WHAT IS REQUIRED: For the records below, tally every line that has the word "highway" and reply with the number alone.

[RECORDS TO PROCESS]

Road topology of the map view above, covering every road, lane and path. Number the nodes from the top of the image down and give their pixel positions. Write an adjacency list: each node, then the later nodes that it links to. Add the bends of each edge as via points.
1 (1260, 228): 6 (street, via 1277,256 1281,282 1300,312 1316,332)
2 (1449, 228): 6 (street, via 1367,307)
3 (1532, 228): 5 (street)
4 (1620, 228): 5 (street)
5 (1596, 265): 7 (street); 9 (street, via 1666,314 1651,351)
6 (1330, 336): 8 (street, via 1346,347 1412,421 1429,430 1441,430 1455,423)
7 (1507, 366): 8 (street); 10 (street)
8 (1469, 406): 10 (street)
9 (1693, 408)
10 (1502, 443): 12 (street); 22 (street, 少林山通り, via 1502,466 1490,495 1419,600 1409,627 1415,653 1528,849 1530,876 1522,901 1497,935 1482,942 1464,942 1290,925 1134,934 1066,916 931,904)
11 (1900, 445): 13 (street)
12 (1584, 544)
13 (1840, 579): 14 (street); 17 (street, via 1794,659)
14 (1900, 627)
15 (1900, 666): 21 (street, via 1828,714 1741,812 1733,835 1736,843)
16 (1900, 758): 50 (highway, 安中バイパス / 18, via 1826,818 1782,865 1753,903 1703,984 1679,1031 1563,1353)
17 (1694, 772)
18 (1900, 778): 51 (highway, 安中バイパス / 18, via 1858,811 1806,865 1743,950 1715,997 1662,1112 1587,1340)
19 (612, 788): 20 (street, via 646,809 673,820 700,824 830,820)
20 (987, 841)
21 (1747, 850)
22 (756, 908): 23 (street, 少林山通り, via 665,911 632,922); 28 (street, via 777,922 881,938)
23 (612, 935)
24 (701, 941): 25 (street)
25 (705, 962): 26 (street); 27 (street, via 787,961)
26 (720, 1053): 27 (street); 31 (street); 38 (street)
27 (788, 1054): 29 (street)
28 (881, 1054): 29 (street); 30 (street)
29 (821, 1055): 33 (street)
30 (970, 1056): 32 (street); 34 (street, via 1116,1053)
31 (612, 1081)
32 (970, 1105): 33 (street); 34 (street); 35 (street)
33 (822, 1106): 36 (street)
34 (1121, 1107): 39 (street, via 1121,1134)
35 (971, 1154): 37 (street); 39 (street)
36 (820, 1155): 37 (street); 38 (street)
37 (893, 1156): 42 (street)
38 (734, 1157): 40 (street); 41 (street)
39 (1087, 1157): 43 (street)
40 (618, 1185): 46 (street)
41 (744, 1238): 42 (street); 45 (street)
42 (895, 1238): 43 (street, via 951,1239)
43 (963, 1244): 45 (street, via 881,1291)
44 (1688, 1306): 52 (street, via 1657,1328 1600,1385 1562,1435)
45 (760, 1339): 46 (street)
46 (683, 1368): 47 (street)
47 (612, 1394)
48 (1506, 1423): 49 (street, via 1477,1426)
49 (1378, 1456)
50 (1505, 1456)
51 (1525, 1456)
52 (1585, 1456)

[/RECORDS TO PROCESS]

TASK SOLUTION: 2